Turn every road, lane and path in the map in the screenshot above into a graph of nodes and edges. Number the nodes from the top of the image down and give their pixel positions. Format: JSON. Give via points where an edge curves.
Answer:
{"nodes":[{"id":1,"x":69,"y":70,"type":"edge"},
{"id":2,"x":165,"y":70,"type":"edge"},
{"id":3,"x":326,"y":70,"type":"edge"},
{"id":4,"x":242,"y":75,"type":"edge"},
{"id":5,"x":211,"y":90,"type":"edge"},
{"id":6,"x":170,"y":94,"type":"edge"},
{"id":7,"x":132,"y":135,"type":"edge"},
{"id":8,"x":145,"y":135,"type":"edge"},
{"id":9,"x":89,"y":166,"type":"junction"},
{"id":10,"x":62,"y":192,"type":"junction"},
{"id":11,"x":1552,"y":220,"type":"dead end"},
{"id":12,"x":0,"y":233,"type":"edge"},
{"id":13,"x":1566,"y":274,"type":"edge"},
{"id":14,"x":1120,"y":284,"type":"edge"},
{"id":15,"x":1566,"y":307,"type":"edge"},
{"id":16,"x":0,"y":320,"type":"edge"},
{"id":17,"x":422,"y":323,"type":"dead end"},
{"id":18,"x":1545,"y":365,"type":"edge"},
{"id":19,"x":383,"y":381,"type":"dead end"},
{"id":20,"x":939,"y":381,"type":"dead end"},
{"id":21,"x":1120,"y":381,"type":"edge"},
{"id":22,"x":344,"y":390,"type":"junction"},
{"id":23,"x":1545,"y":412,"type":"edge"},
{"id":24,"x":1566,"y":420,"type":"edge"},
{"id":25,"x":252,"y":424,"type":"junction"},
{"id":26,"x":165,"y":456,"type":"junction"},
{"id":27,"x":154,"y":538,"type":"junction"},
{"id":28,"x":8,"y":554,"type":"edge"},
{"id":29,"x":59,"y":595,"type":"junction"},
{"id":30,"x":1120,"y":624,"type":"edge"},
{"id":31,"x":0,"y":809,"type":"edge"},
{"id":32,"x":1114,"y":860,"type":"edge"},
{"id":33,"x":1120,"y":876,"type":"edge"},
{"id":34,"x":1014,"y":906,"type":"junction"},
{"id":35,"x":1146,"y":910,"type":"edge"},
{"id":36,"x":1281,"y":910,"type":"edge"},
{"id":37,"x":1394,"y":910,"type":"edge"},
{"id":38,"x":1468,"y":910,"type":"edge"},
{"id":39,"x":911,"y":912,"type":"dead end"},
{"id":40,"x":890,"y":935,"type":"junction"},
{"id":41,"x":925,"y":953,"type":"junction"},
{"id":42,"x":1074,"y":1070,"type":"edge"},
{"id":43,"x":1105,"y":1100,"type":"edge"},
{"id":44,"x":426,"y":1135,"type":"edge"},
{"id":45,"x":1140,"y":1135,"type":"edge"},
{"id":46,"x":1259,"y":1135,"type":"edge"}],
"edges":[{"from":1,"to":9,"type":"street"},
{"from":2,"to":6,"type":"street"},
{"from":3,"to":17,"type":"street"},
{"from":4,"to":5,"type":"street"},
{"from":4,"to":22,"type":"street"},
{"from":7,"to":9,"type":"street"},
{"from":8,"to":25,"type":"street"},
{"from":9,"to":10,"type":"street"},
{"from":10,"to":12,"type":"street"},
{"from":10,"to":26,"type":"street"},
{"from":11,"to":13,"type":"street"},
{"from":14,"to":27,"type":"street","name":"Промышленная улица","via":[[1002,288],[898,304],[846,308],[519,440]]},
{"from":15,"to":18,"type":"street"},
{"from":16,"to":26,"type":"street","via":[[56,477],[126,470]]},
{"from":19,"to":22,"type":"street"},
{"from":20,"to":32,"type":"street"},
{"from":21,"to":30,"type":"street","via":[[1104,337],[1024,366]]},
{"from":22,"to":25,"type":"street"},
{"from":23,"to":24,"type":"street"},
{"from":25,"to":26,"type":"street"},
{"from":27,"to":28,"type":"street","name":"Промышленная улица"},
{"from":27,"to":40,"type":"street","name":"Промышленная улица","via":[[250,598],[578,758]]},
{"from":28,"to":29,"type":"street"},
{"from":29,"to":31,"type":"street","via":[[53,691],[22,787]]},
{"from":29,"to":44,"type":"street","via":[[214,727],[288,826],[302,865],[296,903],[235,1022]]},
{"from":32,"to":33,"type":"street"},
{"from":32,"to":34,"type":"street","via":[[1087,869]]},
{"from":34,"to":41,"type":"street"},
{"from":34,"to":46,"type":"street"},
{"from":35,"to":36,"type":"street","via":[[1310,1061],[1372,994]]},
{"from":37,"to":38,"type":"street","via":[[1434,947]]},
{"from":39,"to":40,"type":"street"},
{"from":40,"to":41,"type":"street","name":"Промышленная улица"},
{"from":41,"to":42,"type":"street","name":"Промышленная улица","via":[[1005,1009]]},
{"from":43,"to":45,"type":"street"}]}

+++++

— Exercise requirements —
The full set of records above must be retyped exactly.

— The answer —
Turn every road, lane and path in the map in the screenshot above into a graph of nodes and edges. Number the nodes from the top of the image down and give their pixel positions. Format: JSON. Give via points where an edge curves.
Answer:
{"nodes":[{"id":1,"x":69,"y":70,"type":"edge"},
{"id":2,"x":165,"y":70,"type":"edge"},
{"id":3,"x":326,"y":70,"type":"edge"},
{"id":4,"x":242,"y":75,"type":"edge"},
{"id":5,"x":211,"y":90,"type":"edge"},
{"id":6,"x":170,"y":94,"type":"edge"},
{"id":7,"x":132,"y":135,"type":"edge"},
{"id":8,"x":145,"y":135,"type":"edge"},
{"id":9,"x":89,"y":166,"type":"junction"},
{"id":10,"x":62,"y":192,"type":"junction"},
{"id":11,"x":1552,"y":220,"type":"dead end"},
{"id":12,"x":0,"y":233,"type":"edge"},
{"id":13,"x":1566,"y":274,"type":"edge"},
{"id":14,"x":1120,"y":284,"type":"edge"},
{"id":15,"x":1566,"y":307,"type":"edge"},
{"id":16,"x":0,"y":320,"type":"edge"},
{"id":17,"x":422,"y":323,"type":"dead end"},
{"id":18,"x":1545,"y":365,"type":"edge"},
{"id":19,"x":383,"y":381,"type":"dead end"},
{"id":20,"x":939,"y":381,"type":"dead end"},
{"id":21,"x":1120,"y":381,"type":"edge"},
{"id":22,"x":344,"y":390,"type":"junction"},
{"id":23,"x":1545,"y":412,"type":"edge"},
{"id":24,"x":1566,"y":420,"type":"edge"},
{"id":25,"x":252,"y":424,"type":"junction"},
{"id":26,"x":165,"y":456,"type":"junction"},
{"id":27,"x":154,"y":538,"type":"junction"},
{"id":28,"x":8,"y":554,"type":"edge"},
{"id":29,"x":59,"y":595,"type":"junction"},
{"id":30,"x":1120,"y":624,"type":"edge"},
{"id":31,"x":0,"y":809,"type":"edge"},
{"id":32,"x":1114,"y":860,"type":"edge"},
{"id":33,"x":1120,"y":876,"type":"edge"},
{"id":34,"x":1014,"y":906,"type":"junction"},
{"id":35,"x":1146,"y":910,"type":"edge"},
{"id":36,"x":1281,"y":910,"type":"edge"},
{"id":37,"x":1394,"y":910,"type":"edge"},
{"id":38,"x":1468,"y":910,"type":"edge"},
{"id":39,"x":911,"y":912,"type":"dead end"},
{"id":40,"x":890,"y":935,"type":"junction"},
{"id":41,"x":925,"y":953,"type":"junction"},
{"id":42,"x":1074,"y":1070,"type":"edge"},
{"id":43,"x":1105,"y":1100,"type":"edge"},
{"id":44,"x":426,"y":1135,"type":"edge"},
{"id":45,"x":1140,"y":1135,"type":"edge"},
{"id":46,"x":1259,"y":1135,"type":"edge"}],
"edges":[{"from":1,"to":9,"type":"street"},
{"from":2,"to":6,"type":"street"},
{"from":3,"to":17,"type":"street"},
{"from":4,"to":5,"type":"street"},
{"from":4,"to":22,"type":"street"},
{"from":7,"to":9,"type":"street"},
{"from":8,"to":25,"type":"street"},
{"from":9,"to":10,"type":"street"},
{"from":10,"to":12,"type":"street"},
{"from":10,"to":26,"type":"street"},
{"from":11,"to":13,"type":"street"},
{"from":14,"to":27,"type":"street","name":"Промышленная улица","via":[[1002,288],[898,304],[846,308],[519,440]]},
{"from":15,"to":18,"type":"street"},
{"from":16,"to":26,"type":"street","via":[[56,477],[126,470]]},
{"from":19,"to":22,"type":"street"},
{"from":20,"to":32,"type":"street"},
{"from":21,"to":30,"type":"street","via":[[1104,337],[1024,366]]},
{"from":22,"to":25,"type":"street"},
{"from":23,"to":24,"type":"street"},
{"from":25,"to":26,"type":"street"},
{"from":27,"to":28,"type":"street","name":"Промышленная улица"},
{"from":27,"to":40,"type":"street","name":"Промышленная улица","via":[[250,598],[578,758]]},
{"from":28,"to":29,"type":"street"},
{"from":29,"to":31,"type":"street","via":[[53,691],[22,787]]},
{"from":29,"to":44,"type":"street","via":[[214,727],[288,826],[302,865],[296,903],[235,1022]]},
{"from":32,"to":33,"type":"street"},
{"from":32,"to":34,"type":"street","via":[[1087,869]]},
{"from":34,"to":41,"type":"street"},
{"from":34,"to":46,"type":"street"},
{"from":35,"to":36,"type":"street","via":[[1310,1061],[1372,994]]},
{"from":37,"to":38,"type":"street","via":[[1434,947]]},
{"from":39,"to":40,"type":"street"},
{"from":40,"to":41,"type":"street","name":"Промышленная улица"},
{"from":41,"to":42,"type":"street","name":"Промышленная улица","via":[[1005,1009]]},
{"from":43,"to":45,"type":"street"}]}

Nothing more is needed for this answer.